◆ What the exercise asks
Would you retype the listing below word for word, without any of its pictures?

◆ Exercise data
* * * * *
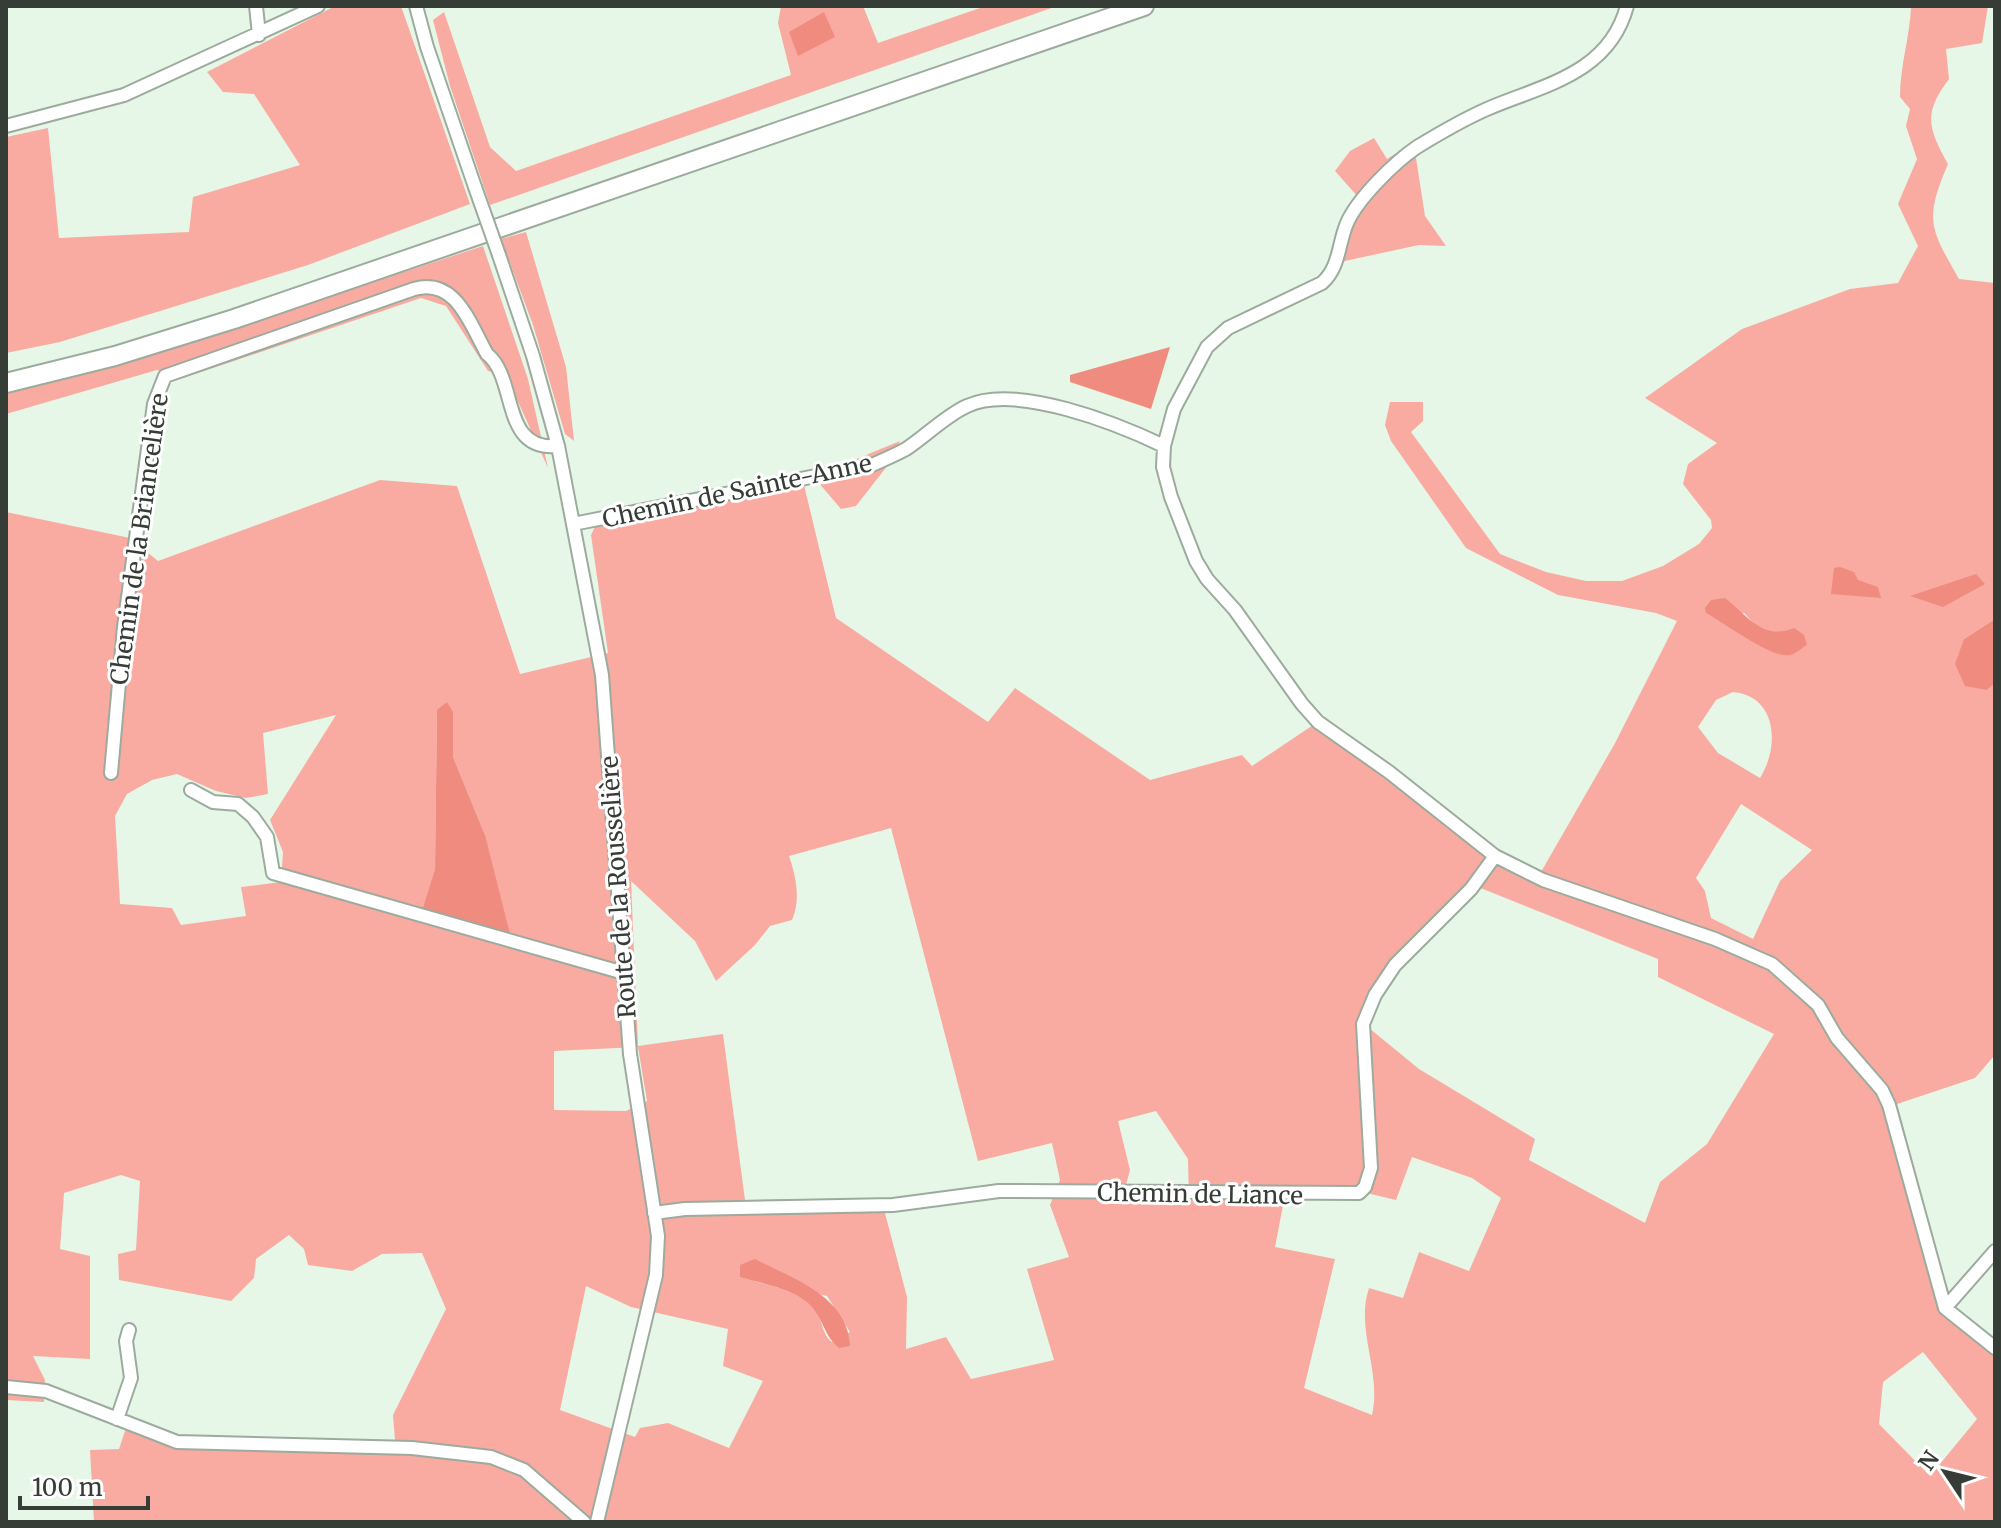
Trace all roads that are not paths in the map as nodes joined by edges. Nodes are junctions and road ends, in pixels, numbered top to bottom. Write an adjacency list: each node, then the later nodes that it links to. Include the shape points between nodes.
1 (256, 6): 7 (street)
2 (318, 6): 7 (street)
3 (416, 6): 11 (street, Route de la Rousselière, bridge)
4 (1105, 6): 9 (highway, via 223,310)
5 (1144, 6): 10 (highway, via 212,327)
6 (1627, 6): 12 (street, via 1614,38 1580,71 1457,123 1399,160 1349,218 1332,274 1228,328 1207,347 1174,409)
7 (259, 35): 8 (street, via 124,95)
8 (6, 126)
9 (6, 371)
10 (6, 383)
11 (558, 446): 13 (street, Route de la Rousselière); 14 (street, Chemin de la Briancelière, via 534,445 526,439 494,360 458,303 435,286 165,376 154,404)
12 (1164, 446): 13 (street, Chemin de Sainte-Anne, via 1081,411 977,402 872,465); 16 (street, via 1171,497 1196,561 1302,704 1318,722)
13 (573, 524): 17 (street, Route de la Rousselière, via 604,697)
14 (111, 773)
15 (191, 790): 17 (street, via 213,802 238,804 253,817 267,837 273,873)
16 (1495, 856): 18 (street, Chemin de Liance, via 1471,889 1395,965 1363,1024 1371,1168 1359,1193 999,1191 893,1205); 20 (street, via 1543,880 1715,939 1772,964 1804,990 1889,1105)
17 (624, 973): 18 (street, Route de la Rousselière, via 631,1066)
18 (654, 1213): 26 (street, Route de la Rousselière, via 656,1275)
19 (1995, 1251): 20 (street)
20 (1950, 1313): 22 (street)
21 (129, 1330): 24 (street, via 131,1378)
22 (1995, 1348)
23 (6, 1387): 24 (street, via 46,1391)
24 (117, 1419): 25 (street, via 177,1442 371,1446 491,1457 524,1470)
25 (584, 1522)
26 (597, 1522)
* * * * *
◆ Task solution
Trace all roads that are not paths in the map as nodes joined by edges. Nodes are junctions and road ends, in pixels, numbered top to bottom. Write an adjacency list: each node, then the later nodes that it links to. Include the shape points between nodes.
1 (256, 6): 7 (street)
2 (318, 6): 7 (street)
3 (416, 6): 11 (street, Route de la Rousselière, bridge)
4 (1105, 6): 9 (highway, via 223,310)
5 (1144, 6): 10 (highway, via 212,327)
6 (1627, 6): 12 (street, via 1614,38 1580,71 1457,123 1399,160 1349,218 1332,274 1228,328 1207,347 1174,409)
7 (259, 35): 8 (street, via 124,95)
8 (6, 126)
9 (6, 371)
10 (6, 383)
11 (558, 446): 13 (street, Route de la Rousselière); 14 (street, Chemin de la Briancelière, via 534,445 526,439 494,360 458,303 435,286 165,376 154,404)
12 (1164, 446): 13 (street, Chemin de Sainte-Anne, via 1081,411 977,402 872,465); 16 (street, via 1171,497 1196,561 1302,704 1318,722)
13 (573, 524): 17 (street, Route de la Rousselière, via 604,697)
14 (111, 773)
15 (191, 790): 17 (street, via 213,802 238,804 253,817 267,837 273,873)
16 (1495, 856): 18 (street, Chemin de Liance, via 1471,889 1395,965 1363,1024 1371,1168 1359,1193 999,1191 893,1205); 20 (street, via 1543,880 1715,939 1772,964 1804,990 1889,1105)
17 (624, 973): 18 (street, Route de la Rousselière, via 631,1066)
18 (654, 1213): 26 (street, Route de la Rousselière, via 656,1275)
19 (1995, 1251): 20 (street)
20 (1950, 1313): 22 (street)
21 (129, 1330): 24 (street, via 131,1378)
22 (1995, 1348)
23 (6, 1387): 24 (street, via 46,1391)
24 (117, 1419): 25 (street, via 177,1442 371,1446 491,1457 524,1470)
25 (584, 1522)
26 (597, 1522)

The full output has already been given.